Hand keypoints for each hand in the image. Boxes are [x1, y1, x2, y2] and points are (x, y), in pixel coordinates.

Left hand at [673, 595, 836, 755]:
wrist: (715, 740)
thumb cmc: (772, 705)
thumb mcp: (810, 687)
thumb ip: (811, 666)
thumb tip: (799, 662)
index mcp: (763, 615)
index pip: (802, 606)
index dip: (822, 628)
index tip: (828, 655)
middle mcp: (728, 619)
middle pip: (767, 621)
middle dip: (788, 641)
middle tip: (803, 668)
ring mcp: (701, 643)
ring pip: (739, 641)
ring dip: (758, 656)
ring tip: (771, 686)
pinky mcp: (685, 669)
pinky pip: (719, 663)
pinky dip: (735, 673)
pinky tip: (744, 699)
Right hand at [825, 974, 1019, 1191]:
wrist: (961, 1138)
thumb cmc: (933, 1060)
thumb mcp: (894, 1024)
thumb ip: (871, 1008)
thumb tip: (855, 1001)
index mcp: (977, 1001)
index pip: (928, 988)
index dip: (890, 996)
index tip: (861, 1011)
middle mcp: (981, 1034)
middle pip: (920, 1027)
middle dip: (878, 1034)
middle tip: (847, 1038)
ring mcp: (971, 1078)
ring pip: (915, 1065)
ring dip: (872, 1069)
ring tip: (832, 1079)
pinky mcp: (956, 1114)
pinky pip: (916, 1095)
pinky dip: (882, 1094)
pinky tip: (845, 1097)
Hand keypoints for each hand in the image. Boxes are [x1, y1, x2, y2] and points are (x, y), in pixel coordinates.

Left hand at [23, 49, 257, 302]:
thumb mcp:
----
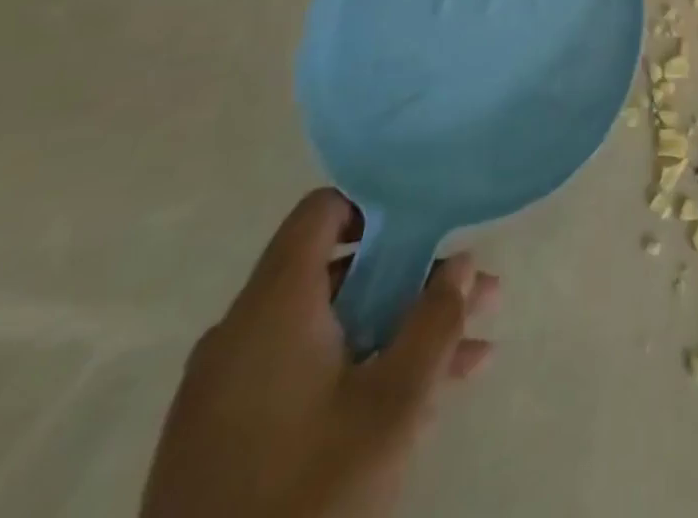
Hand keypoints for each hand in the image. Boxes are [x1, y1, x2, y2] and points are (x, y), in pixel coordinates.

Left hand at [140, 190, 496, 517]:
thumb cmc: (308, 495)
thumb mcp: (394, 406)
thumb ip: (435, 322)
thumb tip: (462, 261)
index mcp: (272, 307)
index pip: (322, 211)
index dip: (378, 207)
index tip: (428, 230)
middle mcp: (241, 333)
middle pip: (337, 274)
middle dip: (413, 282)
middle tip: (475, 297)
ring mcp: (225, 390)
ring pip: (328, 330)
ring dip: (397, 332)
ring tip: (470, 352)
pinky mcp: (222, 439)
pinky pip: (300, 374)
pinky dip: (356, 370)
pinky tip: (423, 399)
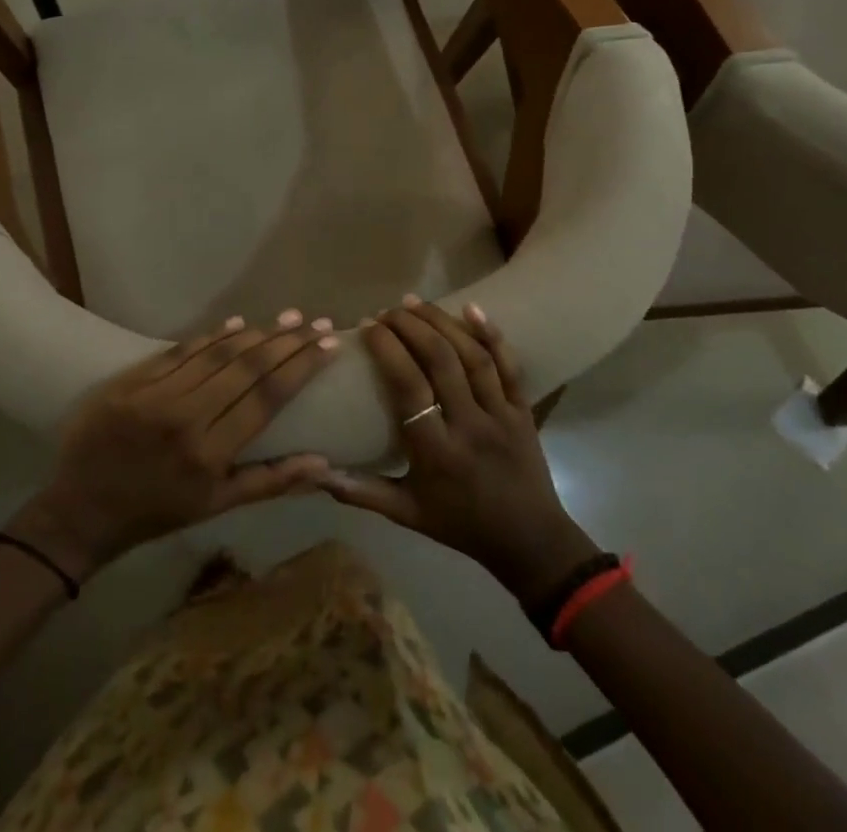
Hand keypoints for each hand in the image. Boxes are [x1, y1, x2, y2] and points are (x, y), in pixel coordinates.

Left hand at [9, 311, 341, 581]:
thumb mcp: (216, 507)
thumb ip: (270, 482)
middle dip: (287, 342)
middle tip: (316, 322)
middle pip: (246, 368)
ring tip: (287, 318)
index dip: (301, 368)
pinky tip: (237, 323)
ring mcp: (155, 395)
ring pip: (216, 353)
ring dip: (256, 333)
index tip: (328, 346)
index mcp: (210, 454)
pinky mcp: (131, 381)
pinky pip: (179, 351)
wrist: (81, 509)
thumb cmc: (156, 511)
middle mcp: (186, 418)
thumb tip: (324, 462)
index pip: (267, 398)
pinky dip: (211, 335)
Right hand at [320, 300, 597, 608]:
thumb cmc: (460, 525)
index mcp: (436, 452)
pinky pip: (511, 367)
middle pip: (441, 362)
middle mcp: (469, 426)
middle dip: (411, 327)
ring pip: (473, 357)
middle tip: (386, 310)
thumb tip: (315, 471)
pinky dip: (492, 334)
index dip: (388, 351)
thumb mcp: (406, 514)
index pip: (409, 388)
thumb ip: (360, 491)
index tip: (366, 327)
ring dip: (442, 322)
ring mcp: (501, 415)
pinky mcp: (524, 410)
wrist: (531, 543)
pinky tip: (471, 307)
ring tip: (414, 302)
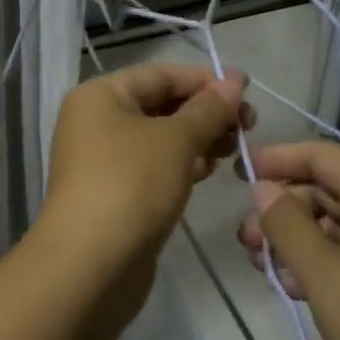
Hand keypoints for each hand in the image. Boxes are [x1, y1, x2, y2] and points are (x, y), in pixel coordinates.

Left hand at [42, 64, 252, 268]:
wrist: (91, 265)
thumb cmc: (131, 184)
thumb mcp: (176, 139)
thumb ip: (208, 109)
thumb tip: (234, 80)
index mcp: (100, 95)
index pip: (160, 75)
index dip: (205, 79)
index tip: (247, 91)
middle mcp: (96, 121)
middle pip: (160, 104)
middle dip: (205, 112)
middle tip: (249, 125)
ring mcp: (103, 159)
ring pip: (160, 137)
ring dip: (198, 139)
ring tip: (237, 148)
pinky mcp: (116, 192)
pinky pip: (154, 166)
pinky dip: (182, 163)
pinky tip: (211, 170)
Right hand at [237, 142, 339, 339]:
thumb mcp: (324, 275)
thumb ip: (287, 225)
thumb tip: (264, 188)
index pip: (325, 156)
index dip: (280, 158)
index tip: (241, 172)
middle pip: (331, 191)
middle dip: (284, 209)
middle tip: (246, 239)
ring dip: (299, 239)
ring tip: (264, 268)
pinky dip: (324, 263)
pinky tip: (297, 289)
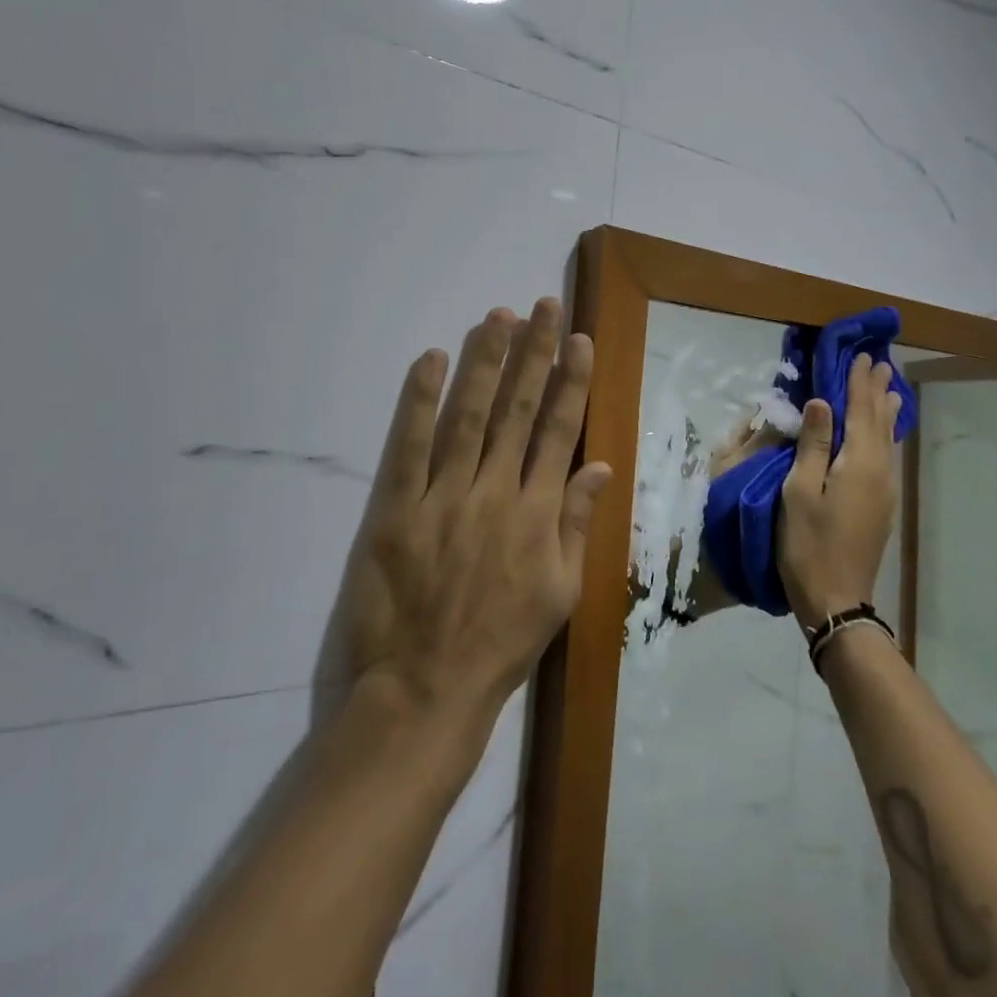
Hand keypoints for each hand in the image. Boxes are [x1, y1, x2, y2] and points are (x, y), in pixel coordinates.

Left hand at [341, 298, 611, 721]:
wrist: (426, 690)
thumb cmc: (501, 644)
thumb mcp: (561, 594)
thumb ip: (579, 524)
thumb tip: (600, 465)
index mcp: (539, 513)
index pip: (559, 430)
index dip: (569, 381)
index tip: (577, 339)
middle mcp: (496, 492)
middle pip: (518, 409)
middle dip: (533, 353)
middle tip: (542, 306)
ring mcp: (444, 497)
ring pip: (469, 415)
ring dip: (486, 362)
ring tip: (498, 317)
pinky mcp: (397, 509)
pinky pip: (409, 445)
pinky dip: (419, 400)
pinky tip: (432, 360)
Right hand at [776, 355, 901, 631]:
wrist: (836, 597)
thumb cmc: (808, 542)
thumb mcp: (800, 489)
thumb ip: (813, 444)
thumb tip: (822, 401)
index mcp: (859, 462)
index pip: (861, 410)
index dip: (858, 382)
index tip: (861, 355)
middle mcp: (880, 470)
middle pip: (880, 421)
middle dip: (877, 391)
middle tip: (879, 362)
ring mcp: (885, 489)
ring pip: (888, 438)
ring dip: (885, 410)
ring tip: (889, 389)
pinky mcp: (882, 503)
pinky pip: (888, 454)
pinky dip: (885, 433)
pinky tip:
----
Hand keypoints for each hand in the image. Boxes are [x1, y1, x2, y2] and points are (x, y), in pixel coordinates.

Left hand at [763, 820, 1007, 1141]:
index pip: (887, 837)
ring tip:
----
■ **Assigned task**
Search the records above for the string "wrist". Copy every line that contains it.

■ **Answer section**
wrist: (715, 740)
wrist: (961, 1138)
wrist: (81, 509)
wrist: (531, 543)
wrist: (91, 265)
wrist: (426, 690)
wrist: (836, 597)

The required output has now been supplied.